When China was receiving so many international industries, some of its local governments were very open-minded and tolerant on this point. Twenty to twenty-five years ago, when attracting foreign direct investment (FDI), they paid more attention to enterprises’ location than their ownership — as long as enterprises could invest and manufacture locally, they would surely contribute to GDP, create jobs and pay taxes, so it didn’t matter who owned them or where they came from. Local governments opened their arms wide. Nowadays, however, local governments have shifted more attention to enterprises’ ownership than their location. Now it doesn’t matter whether the manufacturing base is transferred to Vietnam, Malaysia or Kazakhstan; local governments only care that the research and development, profits and consolidated financial statements are locally based.

Throughout this process, the U.S. dollar generally served as the currency of settlement. The National Development and Reform Commission (NDRC) and the Ministry of Commerce would review and approve the amounts of foreign investment in U.S. dollars.

But the PBOC has been busy over the past two years. It has consulted and cooperated with the Ministry of Commerce, the NDRC, the Ministry of Finance (MOF), the State-owned Assets Supervision and Administration Commission (SASAC) of the State Council, and other ministries and commissions to try and settle large-scale and institutional industrial transfers overseas using the RMB, which would not only reduce exchange rate costs and control exchange rate risks — more importantly, it would expand the circulation of the RMB in foreign countries.

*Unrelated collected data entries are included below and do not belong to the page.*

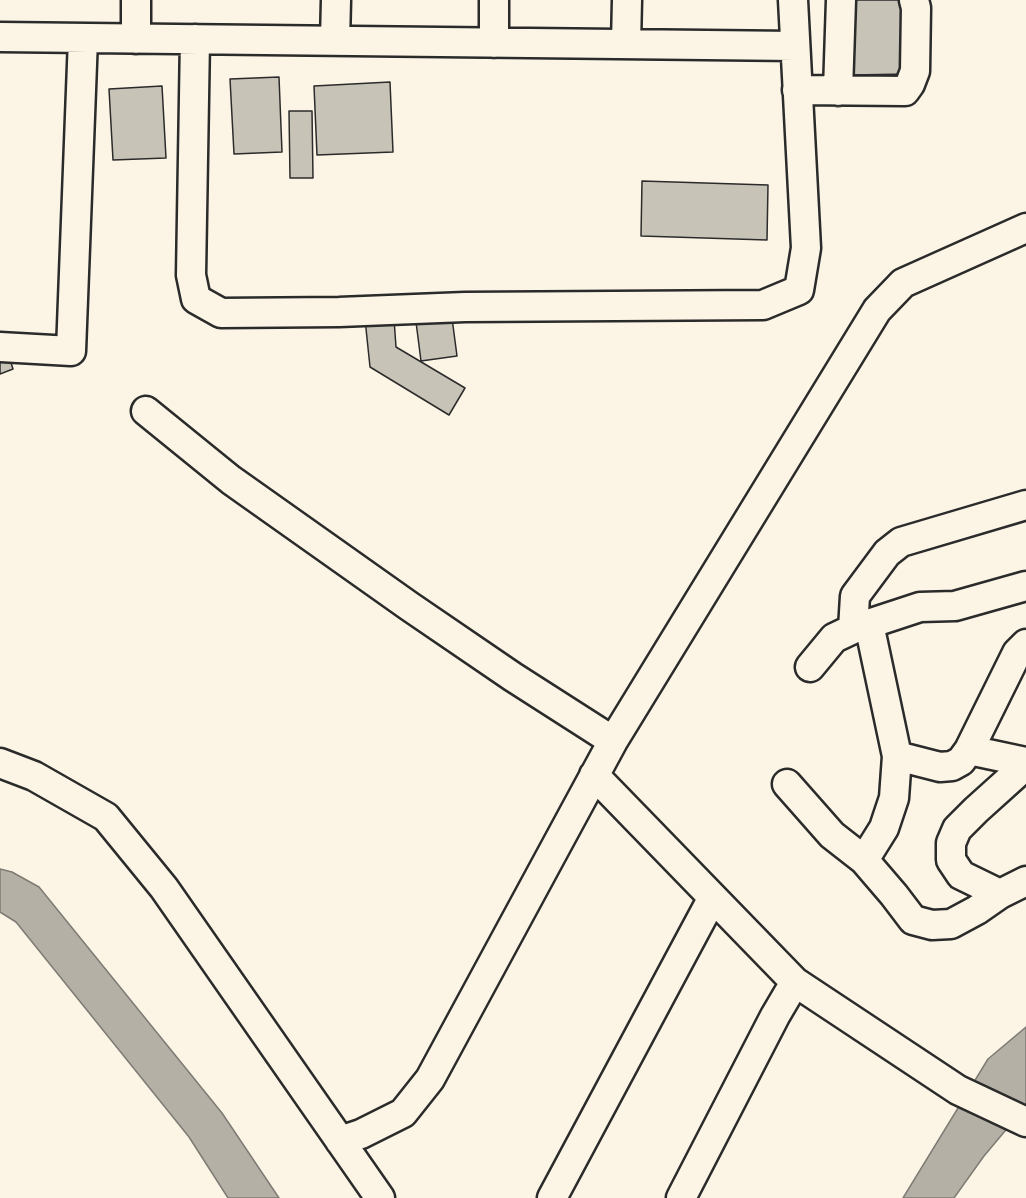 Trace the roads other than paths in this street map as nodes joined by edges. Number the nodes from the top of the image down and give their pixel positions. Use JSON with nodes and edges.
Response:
{"nodes":[{"id":1,"x":136,"y":0,"type":"edge"},
{"id":2,"x":336,"y":0,"type":"edge"},
{"id":3,"x":494,"y":0,"type":"edge"},
{"id":4,"x":627,"y":0,"type":"edge"},
{"id":5,"x":793,"y":0,"type":"edge"},
{"id":6,"x":841,"y":0,"type":"edge"},
{"id":7,"x":914,"y":0,"type":"edge"},
{"id":8,"x":0,"y":37,"type":"edge"},
{"id":9,"x":83,"y":38,"type":"junction"},
{"id":10,"x":136,"y":39,"type":"junction"},
{"id":11,"x":195,"y":39,"type":"junction"},
{"id":12,"x":335,"y":41,"type":"junction"},
{"id":13,"x":494,"y":43,"type":"junction"},
{"id":14,"x":626,"y":44,"type":"junction"},
{"id":15,"x":794,"y":46,"type":"junction"},
{"id":16,"x":796,"y":90,"type":"junction"},
{"id":17,"x":838,"y":91,"type":"junction"},
{"id":18,"x":1026,"y":228,"type":"edge"},
{"id":19,"x":0,"y":347,"type":"edge"},
{"id":20,"x":146,"y":411,"type":"dead end"},
{"id":21,"x":1026,"y":505,"type":"edge"},
{"id":22,"x":1026,"y":586,"type":"edge"},
{"id":23,"x":861,"y":626,"type":"junction"},
{"id":24,"x":1026,"y":644,"type":"edge"},
{"id":25,"x":810,"y":667,"type":"dead end"},
{"id":26,"x":613,"y":741,"type":"junction"},
{"id":27,"x":969,"y":750,"type":"junction"},
{"id":28,"x":897,"y":756,"type":"junction"},
{"id":29,"x":0,"y":763,"type":"edge"},
{"id":30,"x":1026,"y":764,"type":"edge"},
{"id":31,"x":594,"y":775,"type":"junction"},
{"id":32,"x":787,"y":784,"type":"dead end"},
{"id":33,"x":864,"y":860,"type":"junction"},
{"id":34,"x":1026,"y":881,"type":"edge"},
{"id":35,"x":1000,"y":894,"type":"junction"},
{"id":36,"x":712,"y":899,"type":"junction"},
{"id":37,"x":795,"y":982,"type":"junction"},
{"id":38,"x":1026,"y":1122,"type":"edge"},
{"id":39,"x":340,"y":1141,"type":"junction"},
{"id":40,"x":380,"y":1198,"type":"edge"},
{"id":41,"x":552,"y":1198,"type":"edge"},
{"id":42,"x":681,"y":1198,"type":"edge"}],
"edges":[{"from":1,"to":10,"type":"street"},
{"from":2,"to":12,"type":"street"},
{"from":3,"to":13,"type":"street"},
{"from":4,"to":14,"type":"street"},
{"from":5,"to":15,"type":"street"},
{"from":6,"to":17,"type":"street"},
{"from":7,"to":17,"type":"street"},
{"from":8,"to":9,"type":"street"},
{"from":9,"to":10,"type":"street"},
{"from":9,"to":19,"type":"street"},
{"from":10,"to":11,"type":"street"},
{"from":11,"to":12,"type":"street"},
{"from":11,"to":16,"type":"street"},
{"from":12,"to":13,"type":"street"},
{"from":13,"to":14,"type":"street"},
{"from":14,"to":15,"type":"street"},
{"from":15,"to":16,"type":"street"},
{"from":16,"to":17,"type":"street"},
{"from":18,"to":26,"type":"street"},
{"from":20,"to":26,"type":"street"},
{"from":21,"to":23,"type":"street"},
{"from":22,"to":23,"type":"street"},
{"from":23,"to":25,"type":"street"},
{"from":23,"to":28,"type":"street"},
{"from":24,"to":27,"type":"street"},
{"from":26,"to":31,"type":"street"},
{"from":27,"to":28,"type":"street"},
{"from":27,"to":30,"type":"street"},
{"from":28,"to":33,"type":"street"},
{"from":29,"to":39,"type":"street"},
{"from":30,"to":35,"type":"street"},
{"from":31,"to":36,"type":"street"},
{"from":31,"to":39,"type":"street"},
{"from":32,"to":33,"type":"street"},
{"from":33,"to":35,"type":"street"},
{"from":34,"to":35,"type":"street"},
{"from":36,"to":37,"type":"street"},
{"from":36,"to":41,"type":"street"},
{"from":37,"to":38,"type":"street"},
{"from":37,"to":42,"type":"street"},
{"from":39,"to":40,"type":"street"}]}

Through this kind of large-scale industrial transfer, RMB will accumulate in the country receiving the investment. This can be used, on the one hand, to import machinery, equipment, production lines and related services from China; on the other hand, it can be used to purchase RMB stocks, bonds and other financial assets. That is, market entities of the receiving country can gain access to a package of transaction banking services from China’s financial institutions, thus opening up the financial market, rewarding market entities with high returns on RMB assets and sharing the dividends of China’s rapid economic growth.

Zhou Chengjun is the director of the PBOC’s finance research institute.